Yes, I did have a downer post lined up to be written, but then I got an idea that was a little more cheerful! I was just thinking about how people, me included, don’t celebrate the small victories anymore. But, when we don’t see the greatness in accomplishing anything, let alone something small, when are we ever going to be satisfied? That, right there, is my problem. I keep looking for a huge achievement to come rolling in, for some wildly enthusiastic emotion to overcome me when I make a huge leap or bound (when I’m never really wildly emotional).

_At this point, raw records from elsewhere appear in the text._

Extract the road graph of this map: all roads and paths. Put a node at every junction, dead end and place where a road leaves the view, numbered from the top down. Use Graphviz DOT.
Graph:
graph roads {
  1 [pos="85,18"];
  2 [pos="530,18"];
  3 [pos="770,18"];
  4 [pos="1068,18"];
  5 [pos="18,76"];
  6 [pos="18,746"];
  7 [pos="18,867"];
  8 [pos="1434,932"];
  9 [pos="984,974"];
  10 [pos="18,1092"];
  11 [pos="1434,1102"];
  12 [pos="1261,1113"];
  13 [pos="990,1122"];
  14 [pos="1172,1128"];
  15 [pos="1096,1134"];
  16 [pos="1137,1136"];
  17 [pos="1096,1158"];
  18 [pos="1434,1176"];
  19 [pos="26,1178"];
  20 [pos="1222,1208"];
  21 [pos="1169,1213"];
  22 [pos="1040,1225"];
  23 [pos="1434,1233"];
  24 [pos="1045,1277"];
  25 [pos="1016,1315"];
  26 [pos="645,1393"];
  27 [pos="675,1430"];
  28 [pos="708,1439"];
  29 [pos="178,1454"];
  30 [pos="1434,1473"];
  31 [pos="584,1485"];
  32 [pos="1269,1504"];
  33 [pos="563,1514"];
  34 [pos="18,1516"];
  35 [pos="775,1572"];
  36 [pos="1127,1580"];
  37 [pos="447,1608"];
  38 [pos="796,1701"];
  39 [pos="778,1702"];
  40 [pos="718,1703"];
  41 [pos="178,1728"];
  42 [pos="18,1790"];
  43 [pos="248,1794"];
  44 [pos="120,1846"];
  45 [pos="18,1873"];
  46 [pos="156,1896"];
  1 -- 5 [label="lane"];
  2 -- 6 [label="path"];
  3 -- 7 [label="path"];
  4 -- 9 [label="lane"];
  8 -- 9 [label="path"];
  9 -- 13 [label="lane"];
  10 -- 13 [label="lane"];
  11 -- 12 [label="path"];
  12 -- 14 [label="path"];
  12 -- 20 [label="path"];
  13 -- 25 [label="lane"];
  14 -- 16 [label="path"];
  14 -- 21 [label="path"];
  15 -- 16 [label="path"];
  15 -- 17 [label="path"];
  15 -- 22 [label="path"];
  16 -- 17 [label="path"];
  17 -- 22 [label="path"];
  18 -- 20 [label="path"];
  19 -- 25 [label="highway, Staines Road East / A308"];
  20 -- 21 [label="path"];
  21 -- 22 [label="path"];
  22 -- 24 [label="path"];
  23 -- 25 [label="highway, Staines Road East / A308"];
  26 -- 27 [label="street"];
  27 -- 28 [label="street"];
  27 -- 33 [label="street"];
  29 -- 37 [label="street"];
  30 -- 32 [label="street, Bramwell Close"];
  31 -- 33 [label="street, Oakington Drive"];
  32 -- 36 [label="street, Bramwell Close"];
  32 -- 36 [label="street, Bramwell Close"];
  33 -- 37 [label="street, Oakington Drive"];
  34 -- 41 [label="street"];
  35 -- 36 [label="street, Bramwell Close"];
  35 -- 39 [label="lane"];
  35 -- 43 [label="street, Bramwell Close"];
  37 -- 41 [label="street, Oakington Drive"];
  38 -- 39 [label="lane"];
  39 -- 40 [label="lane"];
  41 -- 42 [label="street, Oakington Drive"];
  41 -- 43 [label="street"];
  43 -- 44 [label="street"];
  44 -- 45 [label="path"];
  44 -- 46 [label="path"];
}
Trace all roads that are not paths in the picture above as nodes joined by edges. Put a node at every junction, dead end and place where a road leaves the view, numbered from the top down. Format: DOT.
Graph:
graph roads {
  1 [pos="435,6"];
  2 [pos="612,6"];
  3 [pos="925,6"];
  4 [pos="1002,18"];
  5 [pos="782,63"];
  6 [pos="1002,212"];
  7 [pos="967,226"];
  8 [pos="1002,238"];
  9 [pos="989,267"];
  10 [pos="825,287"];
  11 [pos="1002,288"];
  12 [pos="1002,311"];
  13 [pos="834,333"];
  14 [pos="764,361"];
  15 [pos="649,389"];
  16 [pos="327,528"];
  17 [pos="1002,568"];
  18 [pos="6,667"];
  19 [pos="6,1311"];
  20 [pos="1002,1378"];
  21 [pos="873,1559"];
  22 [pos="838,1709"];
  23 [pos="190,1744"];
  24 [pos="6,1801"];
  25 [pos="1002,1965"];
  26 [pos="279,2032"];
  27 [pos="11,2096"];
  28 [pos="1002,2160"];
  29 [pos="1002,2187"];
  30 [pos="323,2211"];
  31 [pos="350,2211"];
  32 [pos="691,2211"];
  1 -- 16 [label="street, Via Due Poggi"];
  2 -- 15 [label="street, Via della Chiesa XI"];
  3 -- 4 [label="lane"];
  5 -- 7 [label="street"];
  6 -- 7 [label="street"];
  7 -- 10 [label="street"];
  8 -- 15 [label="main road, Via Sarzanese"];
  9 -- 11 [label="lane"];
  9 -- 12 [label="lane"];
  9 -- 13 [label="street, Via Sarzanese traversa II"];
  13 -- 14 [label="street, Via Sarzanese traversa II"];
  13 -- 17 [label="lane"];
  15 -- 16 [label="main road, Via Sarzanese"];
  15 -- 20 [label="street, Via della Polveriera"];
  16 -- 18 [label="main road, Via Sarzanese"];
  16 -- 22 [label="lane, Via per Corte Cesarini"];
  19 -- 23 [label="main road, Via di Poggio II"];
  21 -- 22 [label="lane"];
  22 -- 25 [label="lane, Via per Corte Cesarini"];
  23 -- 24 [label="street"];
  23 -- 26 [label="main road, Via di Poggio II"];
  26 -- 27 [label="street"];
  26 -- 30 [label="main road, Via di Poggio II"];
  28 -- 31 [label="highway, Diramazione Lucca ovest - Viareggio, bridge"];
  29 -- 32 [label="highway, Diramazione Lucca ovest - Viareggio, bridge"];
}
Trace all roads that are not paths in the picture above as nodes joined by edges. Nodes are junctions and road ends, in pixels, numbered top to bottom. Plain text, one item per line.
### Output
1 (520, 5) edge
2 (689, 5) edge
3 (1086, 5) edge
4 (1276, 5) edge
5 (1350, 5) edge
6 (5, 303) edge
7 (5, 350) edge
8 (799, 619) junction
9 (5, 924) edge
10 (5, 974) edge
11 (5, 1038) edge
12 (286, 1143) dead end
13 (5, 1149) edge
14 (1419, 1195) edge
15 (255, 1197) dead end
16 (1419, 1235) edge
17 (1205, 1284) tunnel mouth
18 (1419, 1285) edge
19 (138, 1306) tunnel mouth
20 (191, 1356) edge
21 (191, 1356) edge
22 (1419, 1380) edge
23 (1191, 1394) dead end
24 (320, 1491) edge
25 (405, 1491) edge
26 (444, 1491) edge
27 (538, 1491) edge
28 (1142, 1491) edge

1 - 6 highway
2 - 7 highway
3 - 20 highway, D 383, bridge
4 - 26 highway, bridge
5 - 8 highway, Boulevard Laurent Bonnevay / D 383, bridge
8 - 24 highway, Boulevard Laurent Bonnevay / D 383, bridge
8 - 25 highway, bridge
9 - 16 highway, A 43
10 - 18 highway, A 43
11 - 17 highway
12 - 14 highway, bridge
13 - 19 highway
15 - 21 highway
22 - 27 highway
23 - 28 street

What really matters, however, was that every day, every week, every month I make improvements. And when do you see me acknowledging that? Never. Most important to me is music right now, and all I can think about is how I’m always to scared to improvise for the class or I’m not in Jazz 1, I’m in Jazz 2 or I can’t always make time to practice every day and beat myself up for it. You see, though: what I miss every day is the fact that I am in a jazz band for the first time ever with only two years of experience! And no one who doesn’t know me personally noticed I am two years young! I played on stage last Wednesday in my first concert with any jazz band EVER. I know more and I’m way better than before. And that’s what really counts. So what if that kid in my class has been playing for even less time than me and can improvise for the class? He took lessons at an expensive school that turns out talented musicians. I didn’t.
Which of YOU’RE small victories are worth celebrating?